Performing space through photography
Keywords: 
Paolo Portoghesi
Mies van der Rohe
Ludwig
Postmodernism
Modernism
Performance
Space-time
Photography as design tool
Materias Investigacion::Arquitectura
Issue Date: 
2016
Publisher: 
Servicio de Publicaciones Universidad de Navarra
ISBN: 
978-848081-518-5
Citation: 
Schnell, A., (2016) ""Performing space through photography"" En: Alcolea, R.A, Tárrago-Mingo, J., (eds.), en Congreso internacional: Inter photo arch ""Interacciones"", celebrado en Pamplona, los días 2 al 4 de Noviembre de 2016, (pp. 354-365)
Abstract
Photography used as a tool within the architectural design process has been little studied so far. Yet, since photography implies a discourse in itself, it may turn out as being far more than a tool.

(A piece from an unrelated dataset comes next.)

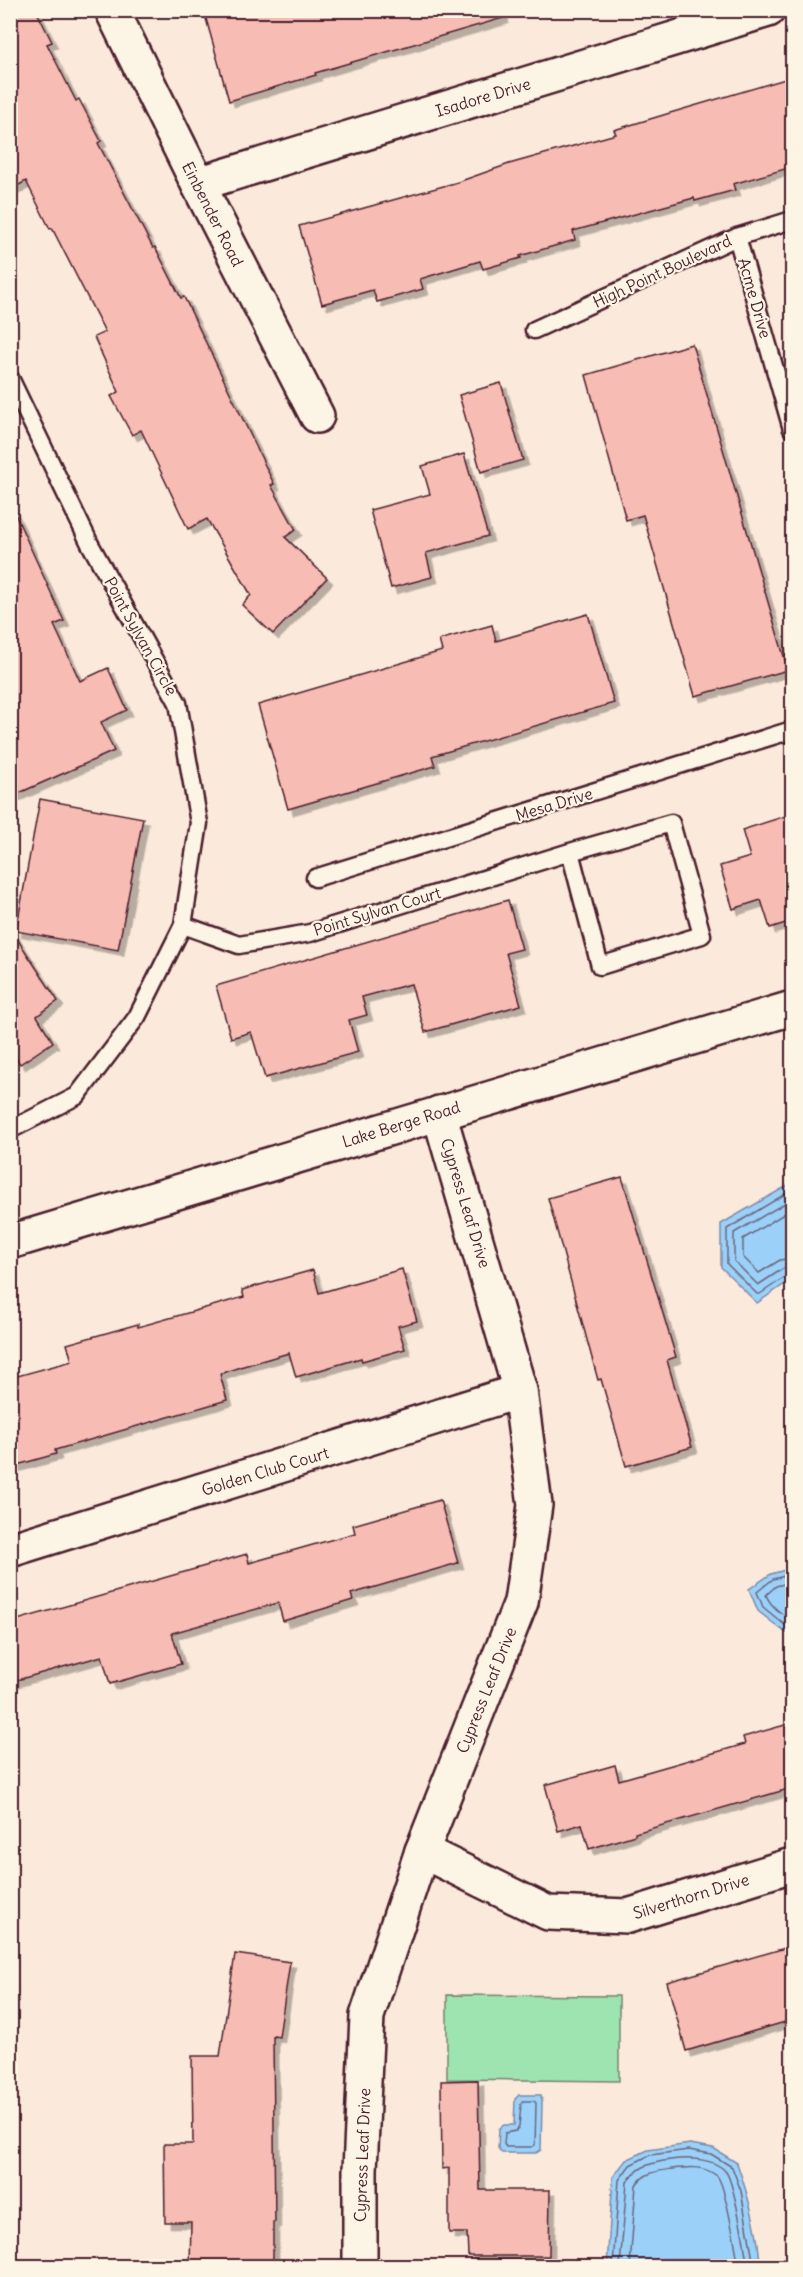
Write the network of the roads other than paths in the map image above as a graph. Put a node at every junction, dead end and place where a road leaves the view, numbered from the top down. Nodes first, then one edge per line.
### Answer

By comparing two major examples the essay wants to show how the use of photography allows architects to rather perform their design ideas than merely represent them, and how the traditional architectural discourse –in particular modernism vs. postmodernism– becomes challenged. On the one hand there is Ludwig Mies van der Rohe, who pasted various photographs from newspapers and magazines in his design drawings furnishing them with an extraordinary modern atmosphere. But, as a consequence, the inherent dislocation of space and time shifts slightly the whole collage into what almost might be called a postmodern simulacrum. On the other hand there is Paolo Portoghesi who always wanted to overcome modernism’s ignorance towards architecture’s past. Despite the fact that photography has been considered as the modernist way of seeing the world, he exemplified this position by publishing a series of books on baroque architecture in Italy, equipped with compelling photographs taken by himself. They carry the reader off into the rich and tempting world of Roman baroque applying all available means of modernist photographic techniques and tricks. It will be shown that the modernist Mies and the postmodernist Portoghesi use similar visual material and techniques, but the way their photographic techniques are embedded in the broader visual discourse shifts their meaning from “seeing photographically” to the “photographic gaze”.